Excerpted records START
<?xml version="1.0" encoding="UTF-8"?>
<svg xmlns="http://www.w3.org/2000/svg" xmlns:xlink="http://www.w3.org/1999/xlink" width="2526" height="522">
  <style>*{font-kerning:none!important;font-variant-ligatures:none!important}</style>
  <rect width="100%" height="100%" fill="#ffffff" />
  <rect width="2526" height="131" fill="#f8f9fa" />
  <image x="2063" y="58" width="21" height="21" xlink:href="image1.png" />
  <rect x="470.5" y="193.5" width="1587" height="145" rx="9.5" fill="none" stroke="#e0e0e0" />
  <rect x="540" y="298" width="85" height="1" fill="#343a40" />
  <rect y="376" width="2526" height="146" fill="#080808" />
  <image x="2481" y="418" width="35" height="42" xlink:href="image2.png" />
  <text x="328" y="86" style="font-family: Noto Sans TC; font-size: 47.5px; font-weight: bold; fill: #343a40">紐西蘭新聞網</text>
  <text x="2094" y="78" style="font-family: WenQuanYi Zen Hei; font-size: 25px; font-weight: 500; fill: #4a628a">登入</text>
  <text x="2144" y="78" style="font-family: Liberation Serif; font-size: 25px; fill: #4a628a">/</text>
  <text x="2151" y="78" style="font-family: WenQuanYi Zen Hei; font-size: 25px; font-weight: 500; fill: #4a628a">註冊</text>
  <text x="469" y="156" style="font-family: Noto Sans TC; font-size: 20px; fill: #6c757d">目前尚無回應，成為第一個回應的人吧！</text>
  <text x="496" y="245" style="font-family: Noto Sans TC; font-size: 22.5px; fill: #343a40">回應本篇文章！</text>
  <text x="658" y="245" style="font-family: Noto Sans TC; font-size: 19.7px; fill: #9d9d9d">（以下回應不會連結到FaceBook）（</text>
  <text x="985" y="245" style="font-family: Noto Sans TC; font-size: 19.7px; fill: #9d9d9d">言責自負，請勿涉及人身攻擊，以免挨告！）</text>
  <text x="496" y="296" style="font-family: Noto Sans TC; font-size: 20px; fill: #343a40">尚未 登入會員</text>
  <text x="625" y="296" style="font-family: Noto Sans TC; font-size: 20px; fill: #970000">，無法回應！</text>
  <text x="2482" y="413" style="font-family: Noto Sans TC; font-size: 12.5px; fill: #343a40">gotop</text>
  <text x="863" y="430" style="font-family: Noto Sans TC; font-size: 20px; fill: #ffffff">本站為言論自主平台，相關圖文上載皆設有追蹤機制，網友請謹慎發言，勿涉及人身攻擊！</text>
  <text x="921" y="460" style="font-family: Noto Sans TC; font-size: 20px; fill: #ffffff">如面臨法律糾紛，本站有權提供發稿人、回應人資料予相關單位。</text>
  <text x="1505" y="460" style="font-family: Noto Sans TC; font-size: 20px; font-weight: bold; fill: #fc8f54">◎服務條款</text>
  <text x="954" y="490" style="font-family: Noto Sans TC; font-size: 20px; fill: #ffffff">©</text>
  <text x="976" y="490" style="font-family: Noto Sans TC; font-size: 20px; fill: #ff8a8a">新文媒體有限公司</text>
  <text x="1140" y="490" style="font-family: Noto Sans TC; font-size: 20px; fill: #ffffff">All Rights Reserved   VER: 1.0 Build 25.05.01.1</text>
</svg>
Excerpted records END
### What you should do
Set the material down exactly as written, starting at its first line. The line containing "TC; font-size: 22.5px;" is the last one to include.

### Task solution
<?xml version="1.0" encoding="UTF-8"?>
<svg xmlns="http://www.w3.org/2000/svg" xmlns:xlink="http://www.w3.org/1999/xlink" width="2526" height="522">
  <style>*{font-kerning:none!important;font-variant-ligatures:none!important}</style>
  <rect width="100%" height="100%" fill="#ffffff" />
  <rect width="2526" height="131" fill="#f8f9fa" />
  <image x="2063" y="58" width="21" height="21" xlink:href="image1.png" />
  <rect x="470.5" y="193.5" width="1587" height="145" rx="9.5" fill="none" stroke="#e0e0e0" />
  <rect x="540" y="298" width="85" height="1" fill="#343a40" />
  <rect y="376" width="2526" height="146" fill="#080808" />
  <image x="2481" y="418" width="35" height="42" xlink:href="image2.png" />
  <text x="328" y="86" style="font-family: Noto Sans TC; font-size: 47.5px; font-weight: bold; fill: #343a40">紐西蘭新聞網</text>
  <text x="2094" y="78" style="font-family: WenQuanYi Zen Hei; font-size: 25px; font-weight: 500; fill: #4a628a">登入</text>
  <text x="2144" y="78" style="font-family: Liberation Serif; font-size: 25px; fill: #4a628a">/</text>
  <text x="2151" y="78" style="font-family: WenQuanYi Zen Hei; font-size: 25px; font-weight: 500; fill: #4a628a">註冊</text>
  <text x="469" y="156" style="font-family: Noto Sans TC; font-size: 20px; fill: #6c757d">目前尚無回應，成為第一個回應的人吧！</text>
  <text x="496" y="245" style="font-family: Noto Sans TC; font-size: 22.5px; fill: #343a40">回應本篇文章！</text>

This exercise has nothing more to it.